Рисовальщик - Валерий Борисович Бочков
Янкины парламентёры продолжали глазеть по сторонам – хмуро и молча. Как пара двоечников в учительской. Мне стало смешно, я теперь внаглую разглядывал их: красные неинтеллигентные руки, скверные короткие стрижки, куртки с рынка. В них было что-то то ли армейское, то ли тюремное, к тому же их объединяло какое-то угрюмое сходство. Будто их нарисовали наспех, а после обоих разом покрасили широким флейцем – тоже без особого старания. А чтоб отличить, одному приклеили усы. Я дотянулся до бутылки, плеснул в стакан коньяка, не спеша завинтил пробку.

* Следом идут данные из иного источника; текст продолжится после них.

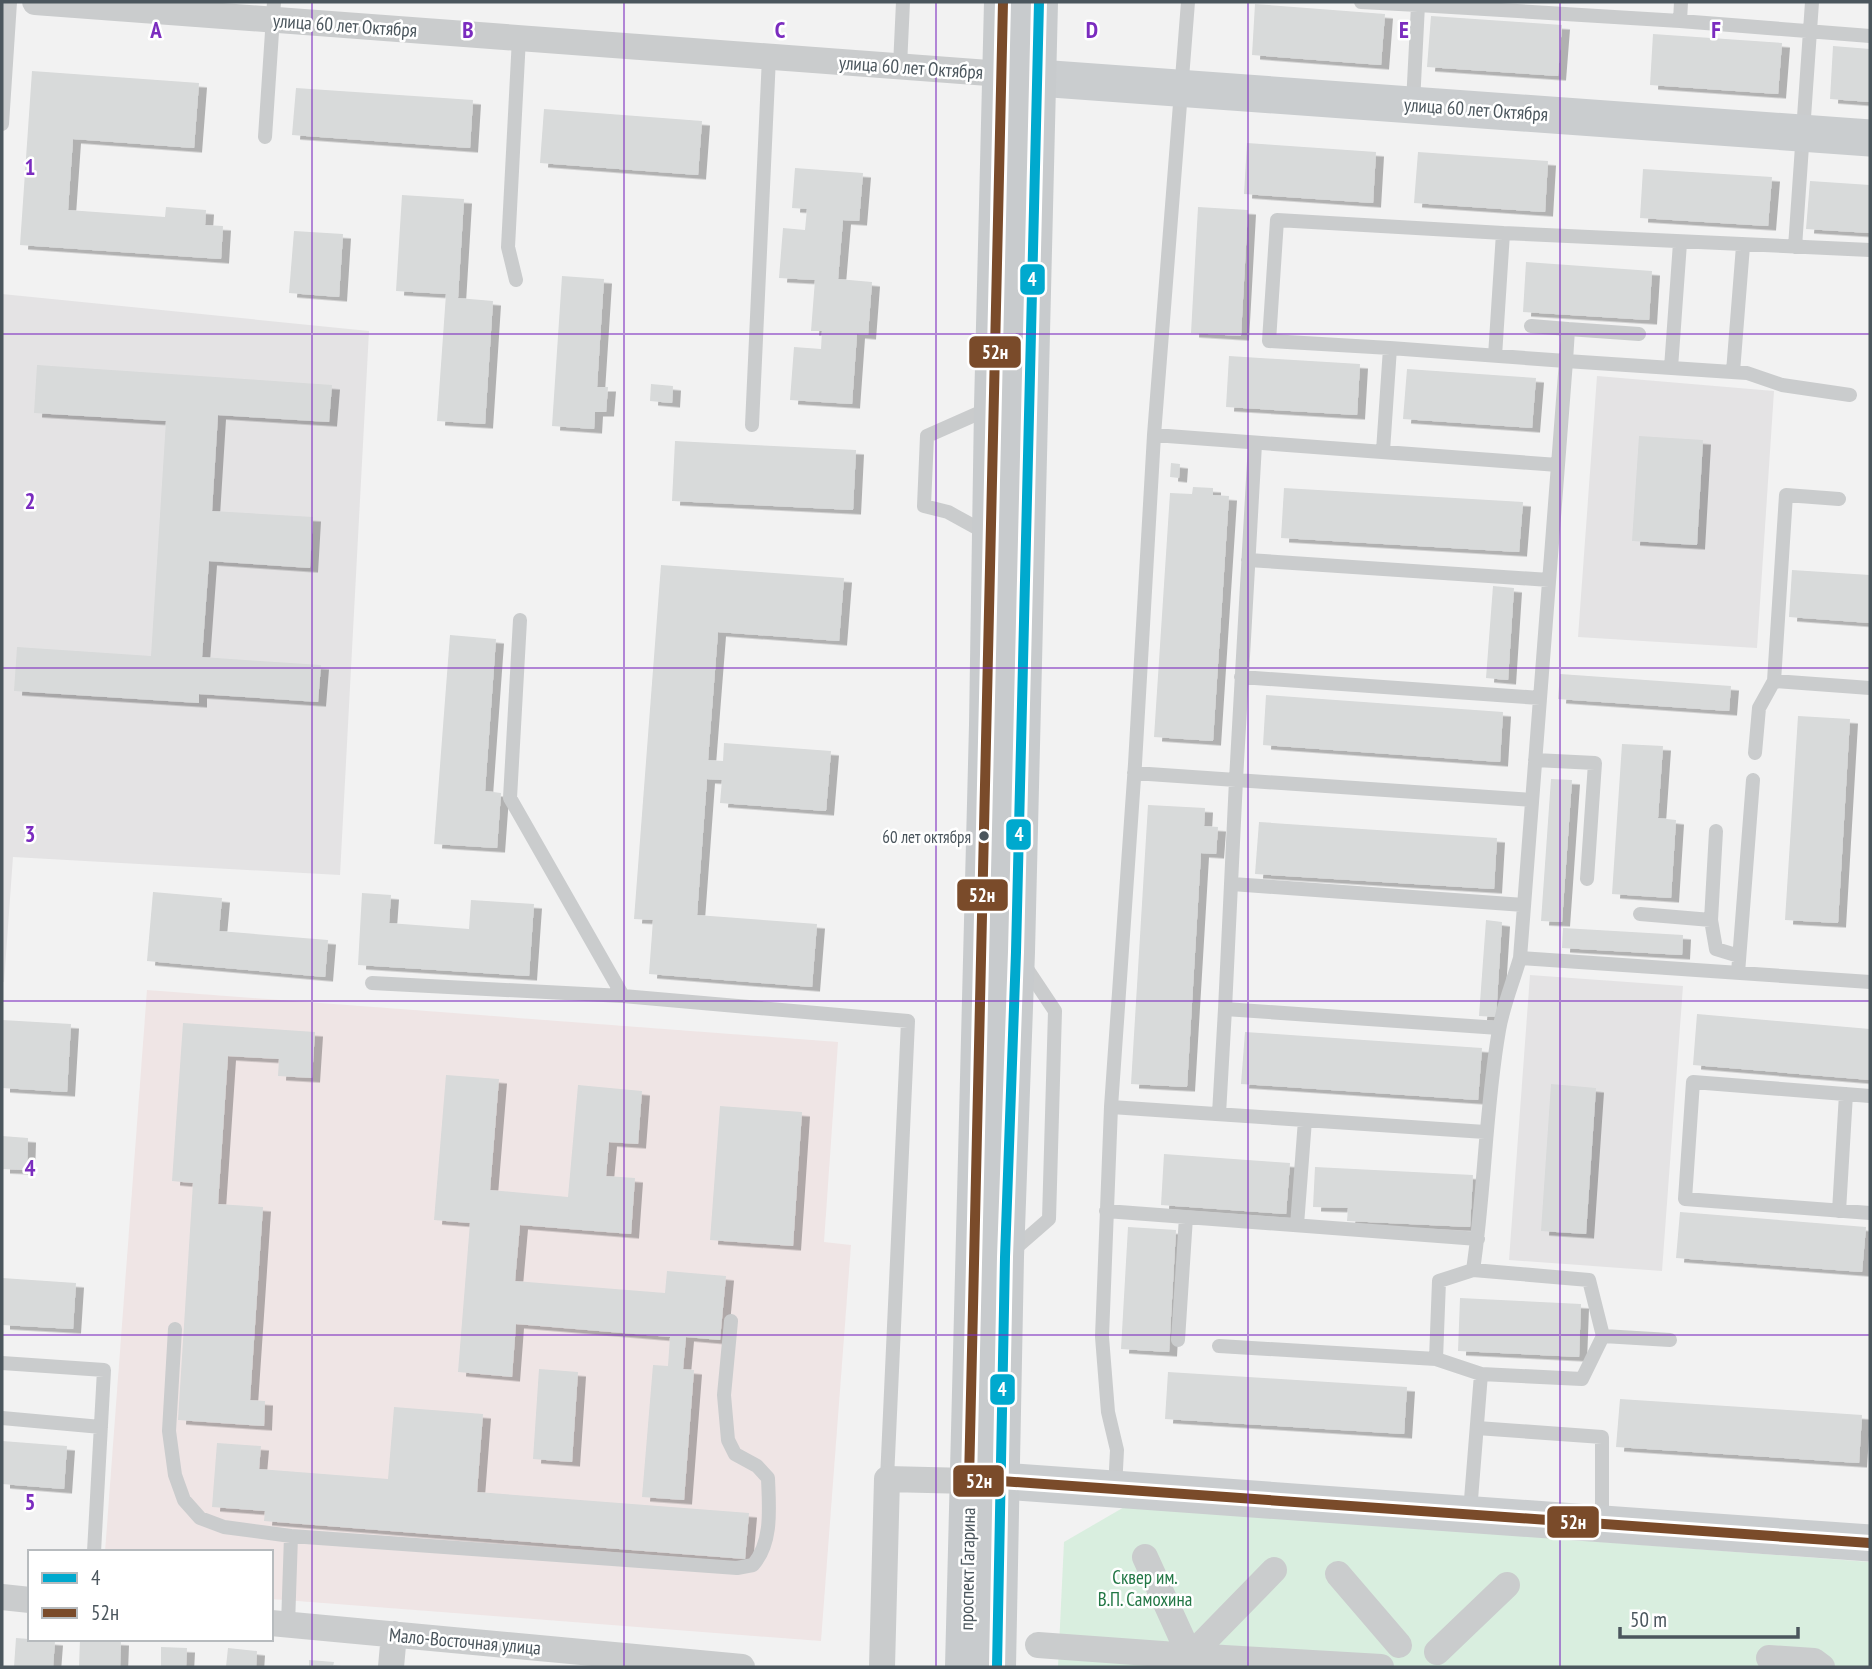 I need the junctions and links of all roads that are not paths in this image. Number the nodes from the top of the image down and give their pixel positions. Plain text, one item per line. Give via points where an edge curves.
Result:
1 (10, 2) edge
2 (35, 2) edge
3 (903, 2) edge
4 (1003, 2) edge
5 (1039, 2) edge
6 (1188, 2) edge
7 (1361, 2) edge
8 (1681, 2) edge
9 (1812, 2) edge
10 (1418, 3) edge
11 (273, 11) edge
12 (1680, 21) junction
13 (1810, 32) junction
14 (1870, 36) edge
15 (519, 38) junction
16 (769, 57) junction
17 (900, 65) junction
18 (1020, 76) junction
19 (1180, 88) junction
20 (1413, 104) junction
21 (2, 124) edge
22 (1802, 133) junction
23 (265, 136) dead end
24 (1870, 138) edge
25 (1503, 233) junction
26 (1680, 243) junction
27 (1743, 246) junction
28 (1795, 247) junction
29 (1870, 250) edge
30 (516, 280) dead end
31 (1531, 326) dead end
32 (1568, 329) junction
33 (1639, 334) dead end
34 (1390, 348) junction
35 (1495, 356) junction
36 (1566, 361) junction
37 (1671, 368) junction
38 (1733, 372) junction
39 (1850, 395) dead end
40 (993, 407) junction
41 (752, 425) dead end
42 (1154, 435) junction
43 (1255, 444) junction
44 (1383, 452) junction
45 (1558, 465) junction
46 (1839, 499) dead end
47 (990, 535) junction
48 (1248, 560) junction
49 (1549, 580) junction
50 (520, 620) dead end
51 (1241, 677) junction
52 (1774, 681) junction
53 (1870, 688) edge
54 (1540, 698) junction
55 (1755, 753) dead end
56 (1535, 760) junction
57 (1134, 773) junction
58 (1236, 779) junction
59 (1753, 780) dead end
60 (1532, 800) junction
61 (1716, 831) dead end
62 (1587, 879) dead end
63 (1232, 884) junction
64 (1524, 905) junction
65 (1640, 914) dead end
66 (1711, 920) junction
67 (1739, 956) junction
68 (1520, 958) junction
69 (1738, 973) junction
70 (1870, 982) edge
71 (372, 983) dead end
72 (624, 996) junction
73 (1225, 1009) junction
74 (1499, 1028) junction
75 (1846, 1094) junction
76 (1870, 1096) edge
77 (1111, 1107) junction
78 (1219, 1114) junction
79 (1305, 1120) junction
80 (1485, 1132) junction
81 (1106, 1211) junction
82 (1839, 1211) junction
83 (1870, 1213) edge
84 (1186, 1217) junction
85 (1297, 1225) junction
86 (1478, 1238) junction
87 (1473, 1270) junction
88 (732, 1321) dead end
89 (175, 1329) dead end
90 (1603, 1336) junction
91 (1178, 1340) dead end
92 (1670, 1340) dead end
93 (1219, 1346) dead end
94 (1436, 1359) junction
95 (2, 1363) edge
96 (1481, 1374) junction
97 (2, 1418) edge
98 (101, 1427) junction
99 (1477, 1428) junction
100 (887, 1479) junction
101 (985, 1481) junction
102 (1115, 1490) junction
103 (1470, 1514) junction
104 (1602, 1524) junction
105 (291, 1536) junction
106 (1870, 1543) edge
107 (94, 1550) edge
108 (1145, 1557) dead end
109 (1274, 1570) dead end
110 (1338, 1574) dead end
111 (1507, 1585) dead end
112 (2, 1597) edge
113 (28, 1600) edge
114 (280, 1624) edge
115 (394, 1634) junction
116 (1038, 1645) dead end
117 (1399, 1645) junction
118 (1769, 1658) dead end
119 (1442, 1659) edge
120 (1191, 1664) edge
121 (391, 1667) edge
122 (742, 1667) edge
123 (882, 1667) edge
124 (964, 1667) edge
125 (997, 1667) edge
126 (1382, 1667) edge
127 (1822, 1667) edge

1 - 21 lane
2 - 11 street, улица 60 лет Октября
3 - 17 lane
4 - 18 main road, проспект Гагарина
5 - 18 main road, проспект Гагарина
6 - 19 lane
7 - 10 lane
8 - 12 lane
9 - 13 lane
10 - 12 lane
10 - 20 lane
11 - 15 street, улица 60 лет Октября
11 - 23 lane
12 - 13 lane
13 - 14 lane
13 - 22 lane
15 - 16 street, улица 60 лет Октября
15 - 30 lane via 508,247
16 - 17 street, улица 60 лет Октября
16 - 41 lane
17 - 18 street, улица 60 лет Октября
18 - 19 main road, улица 60 лет Октября
18 - 40 main road, проспект Гагарина
18 - 101 main road, проспект Гагарина via 1024,553 1016,952 1005,1257
19 - 20 main road, улица 60 лет Октября
19 - 42 lane
20 - 22 main road, улица 60 лет Октября
22 - 24 main road, улица 60 лет Октября
22 - 28 lane
25 - 26 lane
25 - 34 lane via 1277,220 1269,341
25 - 35 lane
26 - 27 lane
26 - 37 lane
27 - 28 lane
27 - 38 lane
28 - 29 lane
31 - 32 lane
32 - 33 lane
32 - 36 lane
34 - 35 lane
34 - 44 lane
35 - 36 lane
36 - 37 lane
36 - 45 lane
37 - 38 lane
38 - 39 lane
40 - 47 main road, проспект Гагарина
40 - 47 lane via 927,436 924,506 948,512
42 - 43 lane
42 - 57 lane
43 - 44 lane
43 - 48 lane
44 - 45 lane
45 - 49 lane
46 - 52 lane via 1786,495
47 - 101 main road, проспект Гагарина
48 - 49 lane
48 - 51 lane
49 - 54 lane
50 - 72 lane via 510,798
51 - 54 lane
51 - 58 lane
52 - 53 lane
52 - 55 lane via 1759,708
54 - 56 lane
56 - 60 lane
56 - 62 lane via 1595,763
57 - 58 lane
57 - 77 lane
58 - 60 lane
58 - 63 lane
59 - 67 lane
60 - 64 lane
61 - 66 lane
63 - 64 lane
63 - 73 lane
64 - 68 lane
65 - 66 lane
66 - 67 lane via 1716,949
67 - 69 lane
68 - 69 lane
68 - 74 lane
69 - 70 lane
71 - 72 lane
72 - 100 lane via 908,1021
73 - 74 lane
73 - 78 lane
74 - 80 lane
75 - 76 lane
75 - 82 lane
75 - 82 lane via 1693,1082 1685,1199
77 - 78 lane
77 - 81 lane
78 - 79 lane
79 - 80 lane
79 - 85 lane
80 - 86 lane
81 - 84 lane
81 - 102 lane via 1102,1337 1108,1412 1117,1450
82 - 83 lane
84 - 85 lane
84 - 91 lane
85 - 86 lane
86 - 87 lane
87 - 90 lane via 1589,1280
87 - 94 lane via 1439,1281
88 - 105 lane via 723,1395 728,1440 735,1454 768,1478 769,1518 762,1554 753,1565 737,1568
89 - 105 lane via 169,1431 184,1500 200,1518 224,1527
90 - 92 lane
90 - 96 lane via 1582,1379
93 - 94 lane
94 - 96 lane
95 - 98 lane via 104,1370
96 - 99 lane
97 - 98 lane
98 - 107 lane
99 - 103 lane
99 - 104 lane via 1601,1437
100 - 101 street
100 - 123 street
101 - 102 main road
101 - 124 main road, проспект Гагарина
101 - 125 main road, проспект Гагарина
102 - 103 main road
103 - 104 main road
104 - 106 main road
105 - 114 lane
108 - 120 street
109 - 120 street
110 - 117 street
111 - 119 street
112 - 113 street
114 - 115 street, Мало-Восточная улица
115 - 121 street
115 - 122 street, Мало-Восточная улица
116 - 120 street
117 - 119 street via 1424,1646
117 - 126 street
118 - 127 street via 1814,1661
120 - 126 street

– Янина… – начал безусый, откашлялся и продолжил: – Викентьевна… Она требует…
– Что? – Я чуть не поперхнулся коньяком. – Требует?
Он осёкся и замолчал.
– Требует?!
И тут я узнал его – охранник, он обычно сидел за столом рядом с гардеробом и проверял членские книжки у малоизвестных писателей или сверялся со списком приглашённых в ресторан. В дешёвом похоронном костюме с перхотью по плечам, в белой рубашке с чёрным галстуком на резинке. Я обычно проходил, не задерживаясь, сказав «привет» или махнув рукой.
– Тебя как звать? – спросил я грубо. – Ты охранник у Янки.
Тот моргнул несколько раз – часто-часто – и буркнул:
– Слава…
Янка хвасталась, что в охрану они набирают только бывших гэбэшников. У меня с этой конторой личных контактов не было, но сейчас репутация работников щита и меча стремительно неслась к нулю, что, впрочем, совсем неудивительно, если судить по событиям последних лет. Я хмыкнул и откинулся в кресле.
– Славик, – ласково произнёс, – передай моей жене, что она может заехать за вещами в любое время. Предварительно позвонив.
– Нет… – не очень уверенно возразил Славик. – Не про вещи… Она… Янина Викентьевна требует, чтобы вы уехали…
Я не понял, даже растерялся:
– В смысле? Куда?
– Куда угодно. К родителям на дачу, говорит, пусть едет…
– Славик, ты что, с ума сошёл? У тебя жар? Ты бредишь? Это моя квартира, понимаешь – моя? Она тут даже не прописана!
Я залпом допил коньяк, звякнул дном стакана о мрамор стола.
Славик вытер губы рукой.
– Она – женщина, – пробурчал он, – вы как мужчина… благородно поступить… Собраться и уйти – благородно. По-мужски… Да…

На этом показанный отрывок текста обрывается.